As a sector, financials outperformed the market in 2012 and many expect that trend to continue into 2013. An improving housing market will help to bolster banks' balance sheets, as well as a lending environment that increasingly favors big banks. Up 105% YTD.
Worst Stocks of 2012
Here's a list of the worst performing stocks of the year, and they all should still be avoided.
•Radio Shack Corp. (NYSE: RSH)- Fort Worth, TX-based Radio Shack had an awful year, and it looks likes things are only going to get worse. The fact is people are simply not shopping at Radio Shack, which offers smartphones from the major carriers as well as having convenient locations throughout the country. Yet, competition from other retailers and an overall lack of appeal to consumers caused a third-quarter per share loss that was more than double what analysts expected, and now the consensus is Radio Shack won't return to profitability until 2014 at the earliest, if ever. Radio Shack's days of a tech leader are well gone, and it appears the company isn't the best follower either. Down 78% YTD.
•SUPERVALU Inc. (NYSE: SVU)- Even before the Eden Prairie, MN-based grocery store chain owner effectively put itself up for sale in July, there were plenty of things going wrong for the company. Saddled with debt the company was forced to suspend its quarterly dividend and had to lay off over 3,000 workers this past year, with plans for more cuts. The hope that Supervalu or some of its chains will actually be bought occasionally boosts the stock, but overall it should be avoided. Down 71% YTD.
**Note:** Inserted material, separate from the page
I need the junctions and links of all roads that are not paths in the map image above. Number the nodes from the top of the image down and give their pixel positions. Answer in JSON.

•Apollo Group Inc. (Nasdaq: APOL) - The for-profit education provider was hit hard by the growing student-debt crisis this past year. The University of Phoenix operator reported its fourth-quarter profit for 2012 fell 60% from the previous year, led by declining enrollments and higher costs. The Apollo group said it will have to close 115 of its smaller locations in the upcoming years. Down 62% YTD.
•Advanced Micro Devices Inc. (NYSE: AMD)- The collapse of PCs took a mighty toll on global semiconductor companies such as AMD and fellow fallen tech giant Hewlett Packard Co. (NYSE: HPQ) that make chips primarily for PCs. The growth of tablets that use semiconductors made by other companies caused the company to announce a 15% layoff in staff and a much worse third-quarter loss than expected. Down 57% YTD.
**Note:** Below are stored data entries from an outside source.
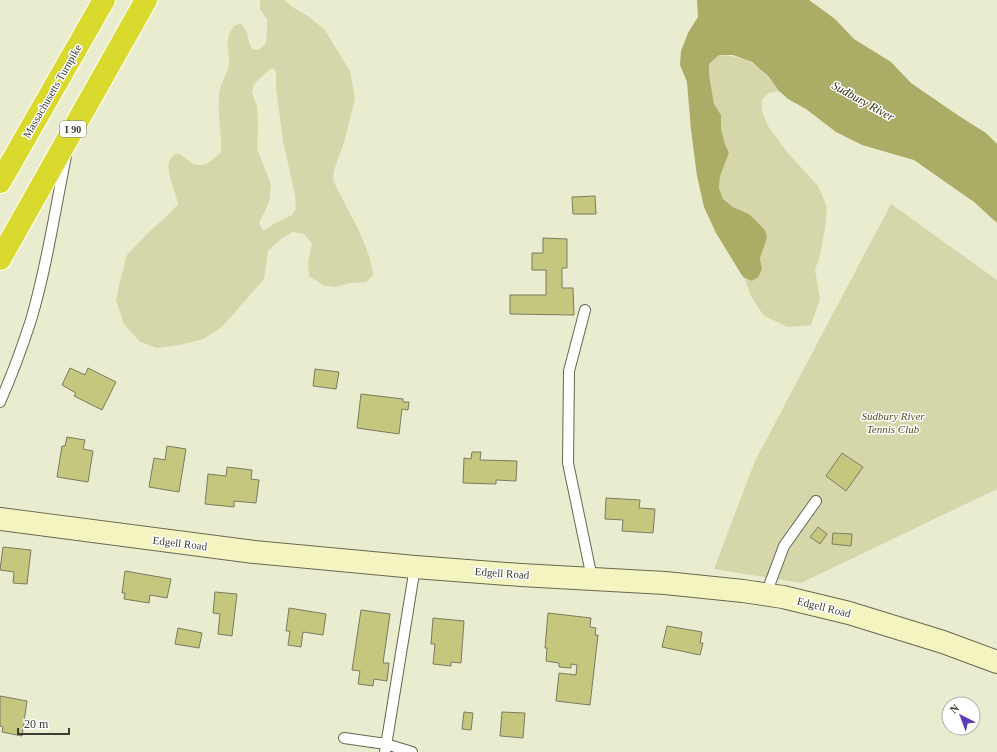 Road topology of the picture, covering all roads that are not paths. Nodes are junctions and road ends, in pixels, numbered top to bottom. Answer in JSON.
{"nodes":[{"id":1,"x":104,"y":0,"type":"edge"},
{"id":2,"x":146,"y":0,"type":"edge"},
{"id":3,"x":70,"y":134,"type":"junction"},
{"id":4,"x":0,"y":182,"type":"edge"},
{"id":5,"x":0,"y":259,"type":"edge"},
{"id":6,"x":585,"y":310,"type":"dead end"},
{"id":7,"x":0,"y":402,"type":"edge"},
{"id":8,"x":816,"y":501,"type":"dead end"},
{"id":9,"x":0,"y":519,"type":"edge"},
{"id":10,"x":414,"y":566,"type":"junction"},
{"id":11,"x":592,"y":578,"type":"junction"},
{"id":12,"x":766,"y":594,"type":"junction"},
{"id":13,"x":997,"y":662,"type":"edge"},
{"id":14,"x":344,"y":738,"type":"dead end"},
{"id":15,"x":386,"y":748,"type":"edge"},
{"id":16,"x":412,"y":752,"type":"edge"}],
"edges":[{"from":1,"to":4,"type":"highway","name":"Massachusetts Turnpike"},
{"from":2,"to":3,"type":"highway","number":"I 90"},
{"from":3,"to":5,"type":"highway","number":"I 90"},
{"from":3,"to":7,"type":"lane"},
{"from":6,"to":11,"type":"lane"},
{"from":8,"to":12,"type":"lane"},
{"from":9,"to":10,"type":"main road","name":"Edgell Road"},
{"from":10,"to":11,"type":"main road","name":"Edgell Road"},
{"from":10,"to":15,"type":"lane"},
{"from":11,"to":12,"type":"main road","name":"Edgell Road"},
{"from":12,"to":13,"type":"main road","name":"Edgell Road"},
{"from":14,"to":15,"type":"lane"},
{"from":15,"to":16,"type":"lane"}]}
•Best Buy Co. Inc. (NYSE: BBY)- The mighty retailer is struggling to keep up with the evolving landscape of tech retail and has had to cope with internal issues all year. Former founder, Richard Schulze, has repeatedly attempted to buyout the company and return it to a privately held firm. The company's unclear future, as well as repeated earnings and revenue misses, has caused BBY stock to be cut in half this year. After reporting third-quarter profits that were 97% lower than a year ago and cutting its full-year guidance, don't expect this retailer to become a "buy" anytime soon. Down 51% YTD.